This week, the pairing of our Adrienne Rich readings alongside a visit to Sohrab Hura’s ‘Mother’ exhibit at MOMA PS1 converged upon a theme of “pinpointing paradoxical realities,” namely identifying locations at which our lived experiences exist in conflict with institutional impositions and expectations made of us. Within the chapters of Of Woman Born, Rich narrowed in on several key gendered aspects regarding the cathexis of mother-son and mother-daughter relationships. These chapters work to disassemble the matrix of expectations that sons and daughters have of their mothers, mothers’ expectations, and the infusion of guilt into the child, and what can be done for all parties to participate more harmoniously.

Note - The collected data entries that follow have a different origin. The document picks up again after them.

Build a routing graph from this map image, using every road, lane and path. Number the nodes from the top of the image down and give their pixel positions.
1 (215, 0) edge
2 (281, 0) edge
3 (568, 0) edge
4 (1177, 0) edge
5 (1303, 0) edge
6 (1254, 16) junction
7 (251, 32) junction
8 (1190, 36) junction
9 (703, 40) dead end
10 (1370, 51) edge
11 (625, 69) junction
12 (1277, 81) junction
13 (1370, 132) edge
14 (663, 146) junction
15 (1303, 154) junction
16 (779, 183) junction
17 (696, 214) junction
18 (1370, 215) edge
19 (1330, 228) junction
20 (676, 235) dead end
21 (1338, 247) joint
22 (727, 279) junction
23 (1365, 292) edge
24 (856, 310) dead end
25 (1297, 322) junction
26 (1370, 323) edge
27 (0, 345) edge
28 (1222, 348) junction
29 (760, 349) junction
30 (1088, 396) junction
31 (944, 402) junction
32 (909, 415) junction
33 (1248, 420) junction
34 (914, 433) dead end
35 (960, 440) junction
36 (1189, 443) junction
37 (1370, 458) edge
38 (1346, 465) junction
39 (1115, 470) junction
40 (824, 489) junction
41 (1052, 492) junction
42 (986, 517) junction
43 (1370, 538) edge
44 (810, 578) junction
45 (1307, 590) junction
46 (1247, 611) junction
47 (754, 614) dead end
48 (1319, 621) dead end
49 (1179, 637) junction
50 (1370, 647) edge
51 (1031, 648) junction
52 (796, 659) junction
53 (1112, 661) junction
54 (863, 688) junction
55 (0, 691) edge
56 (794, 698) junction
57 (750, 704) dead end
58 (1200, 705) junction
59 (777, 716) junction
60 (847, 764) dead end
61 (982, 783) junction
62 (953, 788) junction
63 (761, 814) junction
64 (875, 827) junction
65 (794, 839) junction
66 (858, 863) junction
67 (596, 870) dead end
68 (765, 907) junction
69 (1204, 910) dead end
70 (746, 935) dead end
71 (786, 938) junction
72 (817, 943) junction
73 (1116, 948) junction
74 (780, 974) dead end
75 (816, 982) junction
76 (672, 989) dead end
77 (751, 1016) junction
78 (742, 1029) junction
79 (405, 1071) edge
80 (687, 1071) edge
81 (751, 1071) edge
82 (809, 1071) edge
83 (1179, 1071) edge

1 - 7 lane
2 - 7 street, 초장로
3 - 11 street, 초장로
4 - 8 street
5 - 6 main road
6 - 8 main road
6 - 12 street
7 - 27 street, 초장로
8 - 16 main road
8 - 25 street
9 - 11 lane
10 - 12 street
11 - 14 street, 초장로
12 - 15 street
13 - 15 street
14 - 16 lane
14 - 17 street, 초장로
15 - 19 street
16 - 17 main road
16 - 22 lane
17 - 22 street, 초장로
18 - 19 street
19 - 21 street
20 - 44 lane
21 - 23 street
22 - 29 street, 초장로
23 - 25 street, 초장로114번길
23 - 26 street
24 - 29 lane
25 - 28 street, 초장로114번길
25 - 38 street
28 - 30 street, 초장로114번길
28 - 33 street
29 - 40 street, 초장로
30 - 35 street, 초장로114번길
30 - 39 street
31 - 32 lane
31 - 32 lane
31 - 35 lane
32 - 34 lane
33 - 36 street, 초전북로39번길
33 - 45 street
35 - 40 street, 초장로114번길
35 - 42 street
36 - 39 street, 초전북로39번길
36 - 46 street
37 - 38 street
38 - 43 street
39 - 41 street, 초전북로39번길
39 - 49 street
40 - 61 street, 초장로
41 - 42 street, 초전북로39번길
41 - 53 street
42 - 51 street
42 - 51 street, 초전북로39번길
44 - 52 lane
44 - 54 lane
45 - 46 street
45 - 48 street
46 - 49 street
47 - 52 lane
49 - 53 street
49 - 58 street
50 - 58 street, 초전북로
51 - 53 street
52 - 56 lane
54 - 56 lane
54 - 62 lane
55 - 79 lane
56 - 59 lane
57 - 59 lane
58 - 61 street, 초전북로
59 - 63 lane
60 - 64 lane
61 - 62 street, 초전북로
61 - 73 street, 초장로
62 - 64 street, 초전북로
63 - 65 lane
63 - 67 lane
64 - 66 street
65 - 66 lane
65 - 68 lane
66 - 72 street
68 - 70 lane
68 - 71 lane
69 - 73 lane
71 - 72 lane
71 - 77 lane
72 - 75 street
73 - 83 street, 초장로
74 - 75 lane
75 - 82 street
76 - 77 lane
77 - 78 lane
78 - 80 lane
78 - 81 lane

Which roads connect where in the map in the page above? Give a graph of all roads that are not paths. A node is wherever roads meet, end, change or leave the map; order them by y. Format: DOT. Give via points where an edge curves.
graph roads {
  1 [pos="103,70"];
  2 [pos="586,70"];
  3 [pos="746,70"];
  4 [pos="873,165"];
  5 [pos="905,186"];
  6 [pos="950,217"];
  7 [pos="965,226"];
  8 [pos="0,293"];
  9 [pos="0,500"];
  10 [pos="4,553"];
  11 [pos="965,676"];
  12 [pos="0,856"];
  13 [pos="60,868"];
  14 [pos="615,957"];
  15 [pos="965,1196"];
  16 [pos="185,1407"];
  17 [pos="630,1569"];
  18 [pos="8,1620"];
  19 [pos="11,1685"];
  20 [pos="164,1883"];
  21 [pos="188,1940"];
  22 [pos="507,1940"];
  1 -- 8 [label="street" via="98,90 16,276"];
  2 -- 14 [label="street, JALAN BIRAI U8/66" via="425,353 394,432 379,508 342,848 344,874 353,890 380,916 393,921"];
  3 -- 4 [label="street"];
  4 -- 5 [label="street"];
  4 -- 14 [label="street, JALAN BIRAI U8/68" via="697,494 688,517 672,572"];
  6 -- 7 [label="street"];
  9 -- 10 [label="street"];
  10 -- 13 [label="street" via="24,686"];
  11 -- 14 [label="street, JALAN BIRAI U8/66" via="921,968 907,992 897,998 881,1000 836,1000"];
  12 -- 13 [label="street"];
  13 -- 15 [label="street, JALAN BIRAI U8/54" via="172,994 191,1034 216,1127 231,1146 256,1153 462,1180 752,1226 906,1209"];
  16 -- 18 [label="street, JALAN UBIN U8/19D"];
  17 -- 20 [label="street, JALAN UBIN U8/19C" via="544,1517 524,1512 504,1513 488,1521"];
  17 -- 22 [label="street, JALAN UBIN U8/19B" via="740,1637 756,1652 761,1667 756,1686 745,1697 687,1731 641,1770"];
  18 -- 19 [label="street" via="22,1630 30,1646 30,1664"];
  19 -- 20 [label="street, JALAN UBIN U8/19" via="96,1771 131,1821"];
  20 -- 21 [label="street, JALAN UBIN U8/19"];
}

In response to both versions of the dyad, Rich writes, “The passion of the Motherbond demands whole persons” (p. 210). The first operative part of this statement lies primarily with the word “Motherbond”; this particular rephrasing of the relationship of care between the mother and the child hopes not to erase the issues endemic and local to gender experience under a patriarchal institution, but rather serves to loosen our associations made with what is expected from each party — so that they may be able to fill that newly carved-out space with their own reality and experience. The second operative part of this phrase lies in the idea that the dyad requires “whole persons” in order for the passion of the Motherbond to be experienced. Rich takes time to parse out the intricacies of the ways that sons and daughters, at either end of the spectrum, can maneuver around their constrictive molds in patriarchy. The man-child son must be left behind on the riverbank, whilst the mother wades her way across first. Daughters must identify and build their own daughterhood within their female communities before giving themselves over to the demand for them to mother others. Every person, of all genders and choices, can and ought to mother and, through their journey toward achieving wholeness within themselves, wholeheartedly receive as a child and exist within the passion of this bond.
This building up and filling of the free space in “Motherbond” seems to be exactly what Sohrab Hura does within their work. Hura’s exhibit navigates the concept of “Motherhood” by examining its existence primarily in their relationship with their own mother and how her diagnosis of schizophrenia has altered the flows of care and anxiety between their bond. Additional iterations of Motherbond exist in Hura’s intimate portrayal of the lives of people in Pati and Kashmir that sit in mirrored walls in the main corridor of the exhibit. Pati is an arid landscape that has been devastated by heavy deforestation (Mother Nature), while Kashmir, with its snow-capped mountains, exists at a site of a political tug-of-war after the exit of the British Raj (Mother Nation). Hura pinpoints these fleeting spaces as sites capturing “paradoxical realities,” and it is only through locating them and understanding their intricacies that a new “Motherbond” can be constructed.